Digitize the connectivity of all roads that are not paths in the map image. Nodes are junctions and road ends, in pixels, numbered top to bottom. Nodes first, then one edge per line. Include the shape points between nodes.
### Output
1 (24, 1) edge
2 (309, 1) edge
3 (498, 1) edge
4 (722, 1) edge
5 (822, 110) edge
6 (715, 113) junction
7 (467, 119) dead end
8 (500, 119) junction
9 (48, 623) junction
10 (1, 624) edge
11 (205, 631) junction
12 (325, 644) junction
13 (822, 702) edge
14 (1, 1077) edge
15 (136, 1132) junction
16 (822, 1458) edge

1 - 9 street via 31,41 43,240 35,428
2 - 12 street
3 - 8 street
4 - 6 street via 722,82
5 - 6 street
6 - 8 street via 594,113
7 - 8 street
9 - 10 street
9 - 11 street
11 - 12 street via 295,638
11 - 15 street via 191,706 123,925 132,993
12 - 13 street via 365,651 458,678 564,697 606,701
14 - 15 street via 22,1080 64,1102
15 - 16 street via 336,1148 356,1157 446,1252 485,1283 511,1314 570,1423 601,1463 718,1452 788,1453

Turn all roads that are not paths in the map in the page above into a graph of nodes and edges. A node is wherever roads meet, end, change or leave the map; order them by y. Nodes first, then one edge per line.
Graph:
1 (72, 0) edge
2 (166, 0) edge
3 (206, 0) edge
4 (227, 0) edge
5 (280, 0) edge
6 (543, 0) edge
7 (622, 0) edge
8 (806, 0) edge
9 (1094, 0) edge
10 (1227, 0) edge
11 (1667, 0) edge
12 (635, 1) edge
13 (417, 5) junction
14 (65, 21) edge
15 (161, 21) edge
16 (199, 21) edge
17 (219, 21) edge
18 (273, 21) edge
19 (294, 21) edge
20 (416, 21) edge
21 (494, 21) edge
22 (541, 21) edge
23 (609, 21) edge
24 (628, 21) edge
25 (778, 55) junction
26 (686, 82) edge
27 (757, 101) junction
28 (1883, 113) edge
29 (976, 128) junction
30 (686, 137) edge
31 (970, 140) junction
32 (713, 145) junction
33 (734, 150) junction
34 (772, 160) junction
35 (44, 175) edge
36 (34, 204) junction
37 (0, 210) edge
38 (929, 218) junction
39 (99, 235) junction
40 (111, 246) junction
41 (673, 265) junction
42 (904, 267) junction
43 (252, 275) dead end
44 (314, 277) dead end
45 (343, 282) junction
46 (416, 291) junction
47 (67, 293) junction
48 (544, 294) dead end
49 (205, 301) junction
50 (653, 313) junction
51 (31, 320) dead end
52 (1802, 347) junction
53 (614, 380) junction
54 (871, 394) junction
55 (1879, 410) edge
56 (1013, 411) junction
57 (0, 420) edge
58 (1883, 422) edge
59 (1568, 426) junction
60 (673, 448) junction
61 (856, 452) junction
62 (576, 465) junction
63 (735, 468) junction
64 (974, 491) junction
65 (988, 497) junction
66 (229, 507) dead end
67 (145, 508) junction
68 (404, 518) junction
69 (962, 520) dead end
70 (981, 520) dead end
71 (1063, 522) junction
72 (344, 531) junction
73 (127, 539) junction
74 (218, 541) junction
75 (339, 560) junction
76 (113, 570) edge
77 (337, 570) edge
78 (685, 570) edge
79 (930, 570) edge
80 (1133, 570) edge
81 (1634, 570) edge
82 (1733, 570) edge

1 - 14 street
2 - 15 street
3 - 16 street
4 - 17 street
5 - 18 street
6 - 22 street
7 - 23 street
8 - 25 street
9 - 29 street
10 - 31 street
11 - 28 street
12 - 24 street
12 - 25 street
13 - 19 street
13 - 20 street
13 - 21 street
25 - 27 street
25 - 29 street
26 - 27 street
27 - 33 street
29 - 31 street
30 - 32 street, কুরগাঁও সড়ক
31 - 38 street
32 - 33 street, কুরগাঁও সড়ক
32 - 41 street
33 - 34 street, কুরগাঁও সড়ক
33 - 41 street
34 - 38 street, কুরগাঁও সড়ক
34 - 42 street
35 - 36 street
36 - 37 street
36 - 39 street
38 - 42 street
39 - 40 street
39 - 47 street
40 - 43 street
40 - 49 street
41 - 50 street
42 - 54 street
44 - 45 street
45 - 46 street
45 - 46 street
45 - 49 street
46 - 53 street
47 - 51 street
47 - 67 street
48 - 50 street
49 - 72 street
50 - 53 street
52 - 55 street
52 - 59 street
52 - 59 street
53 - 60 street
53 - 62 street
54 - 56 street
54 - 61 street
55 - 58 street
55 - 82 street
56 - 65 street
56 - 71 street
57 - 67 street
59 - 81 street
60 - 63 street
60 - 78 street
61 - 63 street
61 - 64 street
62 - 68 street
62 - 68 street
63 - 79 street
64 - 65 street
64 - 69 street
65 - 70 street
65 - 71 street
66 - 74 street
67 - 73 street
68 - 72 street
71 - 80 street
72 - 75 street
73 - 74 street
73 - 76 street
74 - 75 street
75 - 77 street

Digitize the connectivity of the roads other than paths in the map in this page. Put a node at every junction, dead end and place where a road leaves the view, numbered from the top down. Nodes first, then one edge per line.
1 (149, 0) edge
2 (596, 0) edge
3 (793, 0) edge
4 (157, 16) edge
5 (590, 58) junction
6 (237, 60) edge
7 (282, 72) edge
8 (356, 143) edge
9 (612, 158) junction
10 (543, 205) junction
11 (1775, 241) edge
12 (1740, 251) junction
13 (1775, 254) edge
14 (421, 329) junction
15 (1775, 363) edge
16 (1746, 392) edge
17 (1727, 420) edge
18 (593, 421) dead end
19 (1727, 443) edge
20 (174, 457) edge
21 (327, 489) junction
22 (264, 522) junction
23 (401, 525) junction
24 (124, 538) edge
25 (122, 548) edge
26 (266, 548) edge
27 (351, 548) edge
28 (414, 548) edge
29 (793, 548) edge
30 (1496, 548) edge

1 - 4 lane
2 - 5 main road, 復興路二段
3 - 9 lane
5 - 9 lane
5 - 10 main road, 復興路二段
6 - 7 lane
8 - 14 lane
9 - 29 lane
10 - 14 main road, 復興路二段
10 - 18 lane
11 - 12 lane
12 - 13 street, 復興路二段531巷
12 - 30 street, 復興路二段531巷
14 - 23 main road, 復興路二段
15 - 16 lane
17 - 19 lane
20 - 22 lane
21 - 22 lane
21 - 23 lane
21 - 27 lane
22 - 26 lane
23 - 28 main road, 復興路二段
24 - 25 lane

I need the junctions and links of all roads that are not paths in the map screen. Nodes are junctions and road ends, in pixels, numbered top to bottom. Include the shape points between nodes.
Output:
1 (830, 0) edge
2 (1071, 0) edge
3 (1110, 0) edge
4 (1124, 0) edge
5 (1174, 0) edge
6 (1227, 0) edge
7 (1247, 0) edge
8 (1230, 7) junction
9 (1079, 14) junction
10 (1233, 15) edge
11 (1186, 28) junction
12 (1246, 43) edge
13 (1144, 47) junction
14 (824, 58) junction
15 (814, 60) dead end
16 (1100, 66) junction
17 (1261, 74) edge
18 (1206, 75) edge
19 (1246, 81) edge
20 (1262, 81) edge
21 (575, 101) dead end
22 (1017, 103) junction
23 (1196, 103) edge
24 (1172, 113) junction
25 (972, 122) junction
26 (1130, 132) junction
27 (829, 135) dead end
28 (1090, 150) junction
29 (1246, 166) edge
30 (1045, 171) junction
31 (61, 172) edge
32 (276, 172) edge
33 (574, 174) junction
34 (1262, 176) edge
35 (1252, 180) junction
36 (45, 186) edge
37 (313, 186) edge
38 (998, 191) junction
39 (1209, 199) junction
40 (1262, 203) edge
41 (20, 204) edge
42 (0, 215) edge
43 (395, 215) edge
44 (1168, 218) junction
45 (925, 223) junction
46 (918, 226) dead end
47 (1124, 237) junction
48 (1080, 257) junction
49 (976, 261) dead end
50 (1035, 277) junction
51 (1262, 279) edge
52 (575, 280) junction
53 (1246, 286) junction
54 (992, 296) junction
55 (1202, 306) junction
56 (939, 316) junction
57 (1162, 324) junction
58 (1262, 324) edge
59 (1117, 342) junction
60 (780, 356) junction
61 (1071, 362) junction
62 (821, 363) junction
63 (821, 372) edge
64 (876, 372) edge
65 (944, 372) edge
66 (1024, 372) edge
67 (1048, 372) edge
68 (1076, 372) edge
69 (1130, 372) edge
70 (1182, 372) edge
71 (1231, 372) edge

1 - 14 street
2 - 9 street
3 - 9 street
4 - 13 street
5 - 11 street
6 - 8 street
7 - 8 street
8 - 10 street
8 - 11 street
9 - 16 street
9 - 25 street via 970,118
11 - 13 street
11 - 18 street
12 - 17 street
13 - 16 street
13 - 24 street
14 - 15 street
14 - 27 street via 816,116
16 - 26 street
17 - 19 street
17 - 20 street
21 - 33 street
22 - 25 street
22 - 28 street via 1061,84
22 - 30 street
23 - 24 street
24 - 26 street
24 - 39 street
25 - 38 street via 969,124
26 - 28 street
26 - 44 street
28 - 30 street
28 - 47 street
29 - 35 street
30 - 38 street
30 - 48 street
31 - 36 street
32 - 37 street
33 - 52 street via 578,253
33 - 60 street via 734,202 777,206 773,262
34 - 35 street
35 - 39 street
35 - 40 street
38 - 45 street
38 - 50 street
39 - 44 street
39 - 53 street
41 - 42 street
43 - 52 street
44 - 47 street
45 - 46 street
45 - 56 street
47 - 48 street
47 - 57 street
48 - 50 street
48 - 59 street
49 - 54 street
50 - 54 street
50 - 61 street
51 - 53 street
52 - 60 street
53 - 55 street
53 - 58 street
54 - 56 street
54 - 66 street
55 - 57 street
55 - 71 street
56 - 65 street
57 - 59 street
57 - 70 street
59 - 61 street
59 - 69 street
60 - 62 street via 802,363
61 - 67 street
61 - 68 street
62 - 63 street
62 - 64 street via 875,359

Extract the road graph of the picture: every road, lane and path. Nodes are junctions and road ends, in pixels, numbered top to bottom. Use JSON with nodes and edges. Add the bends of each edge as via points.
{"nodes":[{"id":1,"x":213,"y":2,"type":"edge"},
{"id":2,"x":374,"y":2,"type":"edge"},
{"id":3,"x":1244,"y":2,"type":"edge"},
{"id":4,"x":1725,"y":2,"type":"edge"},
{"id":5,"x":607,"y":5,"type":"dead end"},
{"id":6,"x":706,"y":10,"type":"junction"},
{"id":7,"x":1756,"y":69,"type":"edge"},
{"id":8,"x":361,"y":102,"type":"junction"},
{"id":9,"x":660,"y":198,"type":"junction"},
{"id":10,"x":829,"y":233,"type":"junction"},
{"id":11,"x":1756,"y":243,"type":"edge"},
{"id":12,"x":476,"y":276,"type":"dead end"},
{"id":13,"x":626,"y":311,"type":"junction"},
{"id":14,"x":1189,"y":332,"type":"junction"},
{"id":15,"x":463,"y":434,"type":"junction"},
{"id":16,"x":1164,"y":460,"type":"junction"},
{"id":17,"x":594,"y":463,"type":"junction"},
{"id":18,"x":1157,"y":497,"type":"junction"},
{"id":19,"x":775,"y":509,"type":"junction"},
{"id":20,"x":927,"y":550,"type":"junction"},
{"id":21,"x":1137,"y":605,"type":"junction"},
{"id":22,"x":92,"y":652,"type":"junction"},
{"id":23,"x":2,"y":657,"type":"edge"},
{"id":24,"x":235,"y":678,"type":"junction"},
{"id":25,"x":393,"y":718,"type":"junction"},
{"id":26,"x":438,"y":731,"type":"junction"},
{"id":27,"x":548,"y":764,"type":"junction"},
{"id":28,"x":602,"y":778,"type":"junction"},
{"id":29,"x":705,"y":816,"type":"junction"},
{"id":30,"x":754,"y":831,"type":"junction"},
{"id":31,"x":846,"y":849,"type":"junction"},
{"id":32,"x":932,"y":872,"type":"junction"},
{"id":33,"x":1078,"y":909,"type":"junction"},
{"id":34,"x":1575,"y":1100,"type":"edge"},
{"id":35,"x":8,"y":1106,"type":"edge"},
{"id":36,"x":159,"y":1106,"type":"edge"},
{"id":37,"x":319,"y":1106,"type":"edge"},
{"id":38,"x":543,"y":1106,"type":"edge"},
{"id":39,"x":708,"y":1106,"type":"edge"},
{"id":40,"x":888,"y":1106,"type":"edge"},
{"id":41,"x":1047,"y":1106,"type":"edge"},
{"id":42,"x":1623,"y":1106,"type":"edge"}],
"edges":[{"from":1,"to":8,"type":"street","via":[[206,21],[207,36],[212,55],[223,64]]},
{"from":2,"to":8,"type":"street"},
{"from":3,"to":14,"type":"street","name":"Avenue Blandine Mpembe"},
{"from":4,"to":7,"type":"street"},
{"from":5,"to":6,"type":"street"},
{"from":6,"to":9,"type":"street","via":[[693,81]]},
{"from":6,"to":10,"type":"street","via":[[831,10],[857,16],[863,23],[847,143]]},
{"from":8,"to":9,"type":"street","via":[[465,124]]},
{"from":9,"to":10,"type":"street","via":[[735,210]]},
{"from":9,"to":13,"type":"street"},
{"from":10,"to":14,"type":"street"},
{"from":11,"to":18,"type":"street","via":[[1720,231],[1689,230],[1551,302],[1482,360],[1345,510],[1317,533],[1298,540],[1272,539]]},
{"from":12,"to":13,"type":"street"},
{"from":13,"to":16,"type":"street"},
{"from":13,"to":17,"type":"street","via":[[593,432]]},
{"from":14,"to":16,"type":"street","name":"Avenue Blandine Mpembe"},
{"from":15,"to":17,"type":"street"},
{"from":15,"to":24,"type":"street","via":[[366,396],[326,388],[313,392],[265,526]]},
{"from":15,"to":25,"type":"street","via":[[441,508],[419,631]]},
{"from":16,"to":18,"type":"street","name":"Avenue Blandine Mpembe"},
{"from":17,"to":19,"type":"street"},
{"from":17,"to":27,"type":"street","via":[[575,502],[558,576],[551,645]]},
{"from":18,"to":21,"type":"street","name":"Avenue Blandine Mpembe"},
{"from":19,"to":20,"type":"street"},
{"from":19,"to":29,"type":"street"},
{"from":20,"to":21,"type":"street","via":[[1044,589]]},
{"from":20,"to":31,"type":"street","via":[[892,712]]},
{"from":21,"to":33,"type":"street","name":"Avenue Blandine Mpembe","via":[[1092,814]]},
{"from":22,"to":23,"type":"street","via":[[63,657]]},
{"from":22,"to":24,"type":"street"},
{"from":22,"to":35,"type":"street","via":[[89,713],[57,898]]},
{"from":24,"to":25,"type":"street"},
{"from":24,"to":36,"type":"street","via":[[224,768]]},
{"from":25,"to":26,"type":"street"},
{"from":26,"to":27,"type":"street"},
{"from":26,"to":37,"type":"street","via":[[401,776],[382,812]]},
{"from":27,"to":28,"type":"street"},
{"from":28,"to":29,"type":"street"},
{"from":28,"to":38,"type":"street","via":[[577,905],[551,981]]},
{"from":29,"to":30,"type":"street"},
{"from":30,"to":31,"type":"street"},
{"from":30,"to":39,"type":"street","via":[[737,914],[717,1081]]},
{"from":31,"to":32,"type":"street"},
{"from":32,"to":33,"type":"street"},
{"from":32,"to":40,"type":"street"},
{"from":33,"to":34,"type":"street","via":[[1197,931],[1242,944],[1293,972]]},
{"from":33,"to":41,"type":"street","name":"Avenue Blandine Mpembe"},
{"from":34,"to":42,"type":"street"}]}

•••••

▶ [Exercise instructions]
Copy from the entries above each line in which the string "main" can be found.

▶ [Answer]
2 - 5 main road, 復興路二段
5 - 10 main road, 復興路二段
10 - 14 main road, 復興路二段
14 - 23 main road, 復興路二段
23 - 28 main road, 復興路二段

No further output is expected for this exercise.